Scientific classification
- Kingdom: Animalia
- Phylum: Chordata
- Class: Amphibia
- Order: Anura
- Family: Hylidae
- Genus: Scinax
- Species: S. cruentomma
- Binomial name: Scinax cruentomma (Duellman, 1972)
- Synonyms: Hyla cruentomma Duellman, 1972 ; Ololygon cruentoma (Duellman, 1972) ; Scinax cruentommus (Duellman, 1972) ;

= Scinax cruentomma =

- Authority: (Duellman, 1972)
- Conservation status: LC

Species of frog

Scinax cruentomma is a species of frog in the family Hylidae. It is found in the upper Amazon Basin of southern Colombia, eastern Ecuador, northeastern and east-central Peru, and western Brazil; its presence is French Guiana is disputed. The specific name cruentomma is derived from the Greek cruentos meaning "bloody" and omma meaning "eye", referring to the red streak in the eye of this frog. This species is also known as the Manaus snouted treefrog.

==Description==
Adult males measure 25–28 mm and adult females 26–31 mm in snout–vent length. The snout is rounded. The tympanum is distinct. The fingers lack webbing whereas the toes are half-webbed. Skin is smooth to finely shagreened. The dorsum has creamy tan to uniform dark brown coloration, usually with brown markings. These that typically consist of canthal stripe, supratympanic stripe, and irregular (often longitudinal) marks on body. About half of the individuals have transverse bars on the limbs. The flanks are pale with or without small dark spots. The iris is silvery bronze and has a median horizontal red streak.

A Gosner stage 30 tadpole has body length of 8.8 mm and total length of 28 mm.

The male advertisement call is a single, moderately long, poorly modulated, fast-pulsed note.

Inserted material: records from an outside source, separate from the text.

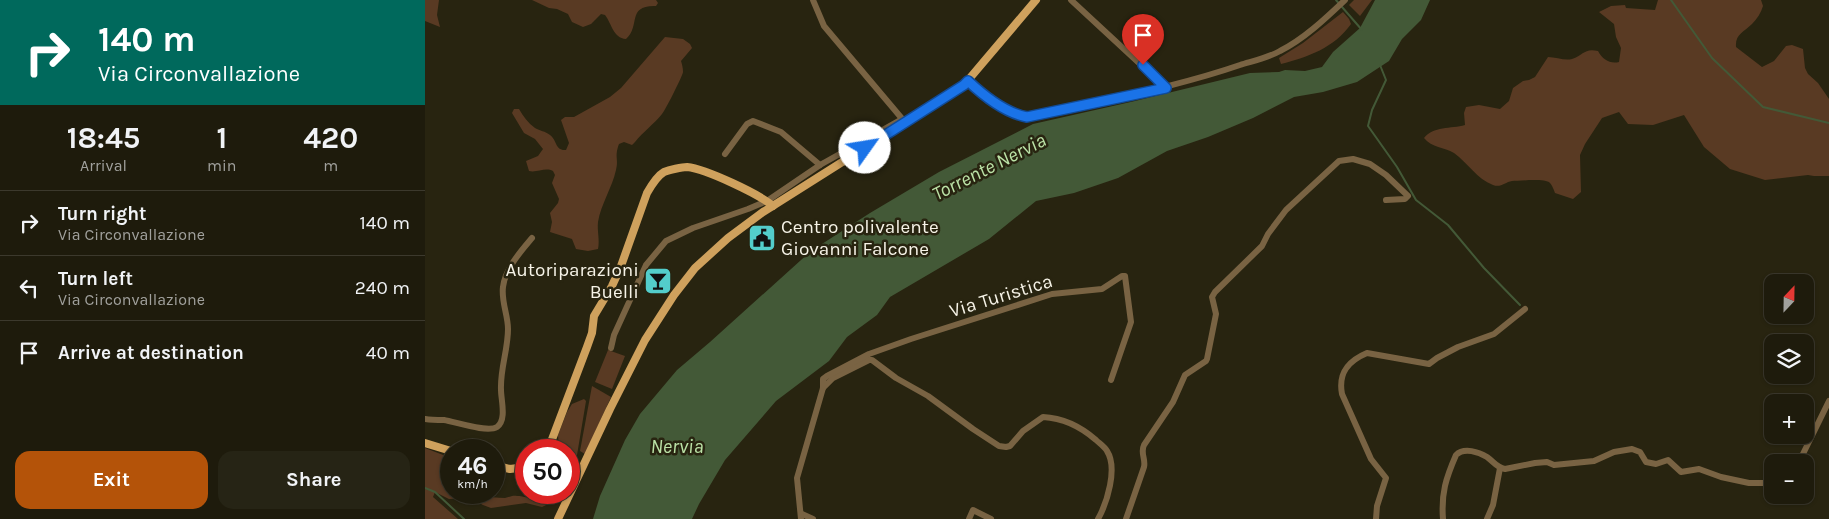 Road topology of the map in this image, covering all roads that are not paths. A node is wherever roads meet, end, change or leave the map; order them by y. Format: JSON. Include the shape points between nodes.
{"nodes":[{"id":1,"x":813,"y":0,"type":"edge"},
{"id":2,"x":1037,"y":0,"type":"edge"},
{"id":3,"x":1071,"y":0,"type":"edge"},
{"id":4,"x":1345,"y":1,"type":"edge"},
{"id":5,"x":968,"y":81,"type":"junction"},
{"id":6,"x":1166,"y":88,"type":"junction"},
{"id":7,"x":903,"y":121,"type":"junction"},
{"id":8,"x":868,"y":139,"type":"junction"},
{"id":9,"x":865,"y":148,"type":"junction"},
{"id":10,"x":725,"y":154,"type":"dead end"},
{"id":11,"x":820,"y":165,"type":"junction"},
{"id":12,"x":1386,"y":200,"type":"dead end"},
{"id":13,"x":770,"y":203,"type":"junction"},
{"id":14,"x":533,"y":238,"type":"dead end"},
{"id":15,"x":1525,"y":309,"type":"dead end"},
{"id":16,"x":611,"y":348,"type":"dead end"},
{"id":17,"x":1111,"y":380,"type":"dead end"},
{"id":18,"x":823,"y":388,"type":"junction"},
{"id":19,"x":1829,"y":401,"type":"edge"},
{"id":20,"x":425,"y":419,"type":"edge"},
{"id":21,"x":551,"y":439,"type":"edge"},
{"id":22,"x":425,"y":443,"type":"edge"},
{"id":23,"x":440,"y":448,"type":"edge"},
{"id":24,"x":1803,"y":454,"type":"edge"},
{"id":25,"x":1500,"y":468,"type":"junction"},
{"id":26,"x":1764,"y":484,"type":"edge"},
{"id":27,"x":565,"y":506,"type":"junction"},
{"id":28,"x":802,"y":516,"type":"edge"},
{"id":29,"x":558,"y":519,"type":"edge"},
{"id":30,"x":565,"y":519,"type":"edge"},
{"id":31,"x":813,"y":519,"type":"edge"},
{"id":32,"x":969,"y":519,"type":"edge"},
{"id":33,"x":991,"y":519,"type":"edge"},
{"id":34,"x":1098,"y":519,"type":"edge"},
{"id":35,"x":1125,"y":519,"type":"edge"},
{"id":36,"x":1376,"y":519,"type":"edge"},
{"id":37,"x":1443,"y":519,"type":"edge"},
{"id":38,"x":1487,"y":519,"type":"edge"}],
"edges":[{"from":1,"to":7,"type":"street","via":[[824,26]]},
{"from":2,"to":5,"type":"main road"},
{"from":3,"to":6,"type":"street"},
{"from":4,"to":6,"type":"street","via":[[1279,52]]},
{"from":5,"to":6,"type":"street","via":[[1009,111],[1027,117]]},
{"from":5,"to":7,"type":"main road"},
{"from":7,"to":8,"type":"street"},
{"from":7,"to":9,"type":"main road"},
{"from":8,"to":9,"type":"street"},
{"from":8,"to":11,"type":"street"},
{"from":9,"to":13,"type":"main road"},
{"from":10,"to":11,"type":"street","via":[[747,124],[753,121],[781,132]]},
{"from":11,"to":13,"type":"street"},
{"from":12,"to":35,"type":"street","via":[[1408,196],[1370,164],[1353,159],[1339,161],[1286,210],[1262,246],[1215,292],[1212,297],[1216,314],[1207,359],[1185,374],[1173,402],[1147,439],[1142,450],[1144,468]]},
{"from":13,"to":16,"type":"street","via":[[693,228],[666,241],[647,265]]},
{"from":13,"to":21,"type":"main road","via":[[710,174],[687,167],[665,172],[654,183],[647,193],[612,286],[594,316],[592,333]]},
{"from":13,"to":27,"type":"main road","via":[[701,262],[674,295],[645,340]]},
{"from":14,"to":20,"type":"street","via":[[517,257],[503,286],[508,327],[499,424],[495,428],[487,428]]},
{"from":15,"to":36,"type":"street","via":[[1494,334],[1458,347],[1429,364],[1367,353],[1348,364],[1343,371],[1342,394],[1371,459],[1386,478]]},
{"from":17,"to":18,"type":"street","name":"Via Turistica","via":[[1131,322],[1125,276],[1102,290],[1052,294],[869,354],[827,376],[823,379]]},
{"from":18,"to":28,"type":"street","name":"Via Turistica","via":[[797,478]]},
{"from":18,"to":34,"type":"street","via":[[833,378],[872,360],[999,446],[1010,446],[1043,418],[1065,420],[1082,428],[1107,450],[1111,462],[1106,501]]},
{"from":19,"to":24,"type":"street"},
{"from":22,"to":23,"type":"main road"},
{"from":25,"to":26,"type":"street","via":[[1594,461],[1632,449],[1640,452],[1647,462],[1656,464],[1669,460],[1681,472],[1699,469],[1721,477]]},
{"from":25,"to":37,"type":"street","via":[[1479,453],[1459,452],[1453,460],[1443,493]]},
{"from":25,"to":38,"type":"street"},
{"from":27,"to":29,"type":"main road"},
{"from":27,"to":30,"type":"main road"},
{"from":28,"to":31,"type":"street"},
{"from":32,"to":33,"type":"street","via":[[973,510]]}]}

==Habitat and conservation==
Scinax cruentomma occurs near temporary waterbodies in lowland tropical rainforest or rainforest edges, but reaching altitudes as high as 1200 m in major river valleys. It has also been found in secondary forest and banana grove habitats. Breeding takes place in ponds both in clearings and in the forest. It is an abundant and adaptable species that is not facing significant threats.